§ **Aim of the exercise**:
Read through the records below and copy each line that uses the word "hand".

:: The data

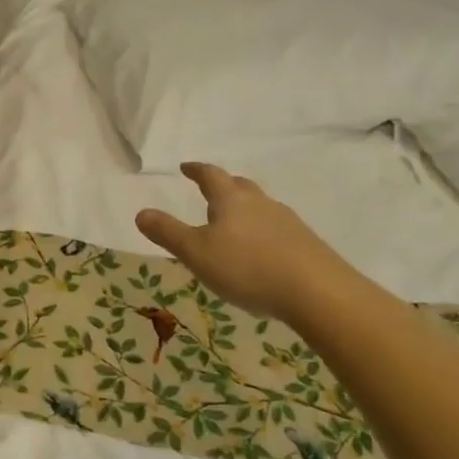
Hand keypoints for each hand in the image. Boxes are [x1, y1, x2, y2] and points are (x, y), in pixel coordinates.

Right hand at [135, 163, 348, 322]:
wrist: (317, 292)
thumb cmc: (247, 268)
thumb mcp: (197, 253)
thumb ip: (167, 233)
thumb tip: (141, 213)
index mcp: (230, 200)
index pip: (210, 176)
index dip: (196, 170)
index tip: (186, 167)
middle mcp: (260, 203)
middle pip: (239, 186)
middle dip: (223, 186)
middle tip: (210, 191)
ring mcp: (287, 222)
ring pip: (260, 207)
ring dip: (244, 209)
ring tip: (233, 225)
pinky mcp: (305, 243)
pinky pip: (277, 229)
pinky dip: (262, 232)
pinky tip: (260, 252)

::::

§ **Solution to this exercise**:
Hand keypoints for each hand in the image. Boxes are [x1, y1, x2, y2] and points are (x, y), in pixel coordinates.
Right hand at [135, 163, 348, 322]:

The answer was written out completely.